#### EXERCISE BRIEF
Your answer should consist of the complete listing, repeated verbatim.

#### DATASET EXCERPTS
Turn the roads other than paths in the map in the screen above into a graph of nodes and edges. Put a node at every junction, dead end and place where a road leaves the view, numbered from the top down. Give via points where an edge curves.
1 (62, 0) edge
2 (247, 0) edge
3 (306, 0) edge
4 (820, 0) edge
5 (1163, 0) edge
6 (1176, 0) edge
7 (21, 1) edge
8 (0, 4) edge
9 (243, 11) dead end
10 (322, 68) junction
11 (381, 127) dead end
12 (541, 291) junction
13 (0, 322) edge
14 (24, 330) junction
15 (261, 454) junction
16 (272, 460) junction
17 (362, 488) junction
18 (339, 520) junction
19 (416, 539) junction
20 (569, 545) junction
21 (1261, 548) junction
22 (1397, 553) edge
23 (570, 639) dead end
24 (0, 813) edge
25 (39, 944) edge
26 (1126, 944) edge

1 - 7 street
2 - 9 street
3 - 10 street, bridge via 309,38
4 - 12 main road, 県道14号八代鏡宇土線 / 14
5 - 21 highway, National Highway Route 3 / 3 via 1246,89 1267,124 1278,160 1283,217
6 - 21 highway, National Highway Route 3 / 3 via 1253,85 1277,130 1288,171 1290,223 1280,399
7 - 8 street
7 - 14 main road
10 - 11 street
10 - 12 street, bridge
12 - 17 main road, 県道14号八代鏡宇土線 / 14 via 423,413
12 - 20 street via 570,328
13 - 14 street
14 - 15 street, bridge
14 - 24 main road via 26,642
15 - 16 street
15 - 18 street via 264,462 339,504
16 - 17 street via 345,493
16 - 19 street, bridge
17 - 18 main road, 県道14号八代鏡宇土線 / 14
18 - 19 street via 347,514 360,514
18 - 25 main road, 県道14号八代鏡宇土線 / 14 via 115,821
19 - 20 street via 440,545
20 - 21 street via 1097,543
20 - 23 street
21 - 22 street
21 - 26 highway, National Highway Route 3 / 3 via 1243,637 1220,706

#### ANSWER AREA
Turn the roads other than paths in the map in the screen above into a graph of nodes and edges. Put a node at every junction, dead end and place where a road leaves the view, numbered from the top down. Give via points where an edge curves.
1 (62, 0) edge
2 (247, 0) edge
3 (306, 0) edge
4 (820, 0) edge
5 (1163, 0) edge
6 (1176, 0) edge
7 (21, 1) edge
8 (0, 4) edge
9 (243, 11) dead end
10 (322, 68) junction
11 (381, 127) dead end
12 (541, 291) junction
13 (0, 322) edge
14 (24, 330) junction
15 (261, 454) junction
16 (272, 460) junction
17 (362, 488) junction
18 (339, 520) junction
19 (416, 539) junction
20 (569, 545) junction
21 (1261, 548) junction
22 (1397, 553) edge
23 (570, 639) dead end
24 (0, 813) edge
25 (39, 944) edge
26 (1126, 944) edge

1 - 7 street
2 - 9 street
3 - 10 street, bridge via 309,38
4 - 12 main road, 県道14号八代鏡宇土線 / 14
5 - 21 highway, National Highway Route 3 / 3 via 1246,89 1267,124 1278,160 1283,217
6 - 21 highway, National Highway Route 3 / 3 via 1253,85 1277,130 1288,171 1290,223 1280,399
7 - 8 street
7 - 14 main road
10 - 11 street
10 - 12 street, bridge
12 - 17 main road, 県道14号八代鏡宇土線 / 14 via 423,413
12 - 20 street via 570,328
13 - 14 street
14 - 15 street, bridge
14 - 24 main road via 26,642
15 - 16 street
15 - 18 street via 264,462 339,504
16 - 17 street via 345,493
16 - 19 street, bridge
17 - 18 main road, 県道14号八代鏡宇土線 / 14
18 - 19 street via 347,514 360,514
18 - 25 main road, 県道14号八代鏡宇土線 / 14 via 115,821
19 - 20 street via 440,545
20 - 21 street via 1097,543
20 - 23 street
21 - 22 street
21 - 26 highway, National Highway Route 3 / 3 via 1243,637 1220,706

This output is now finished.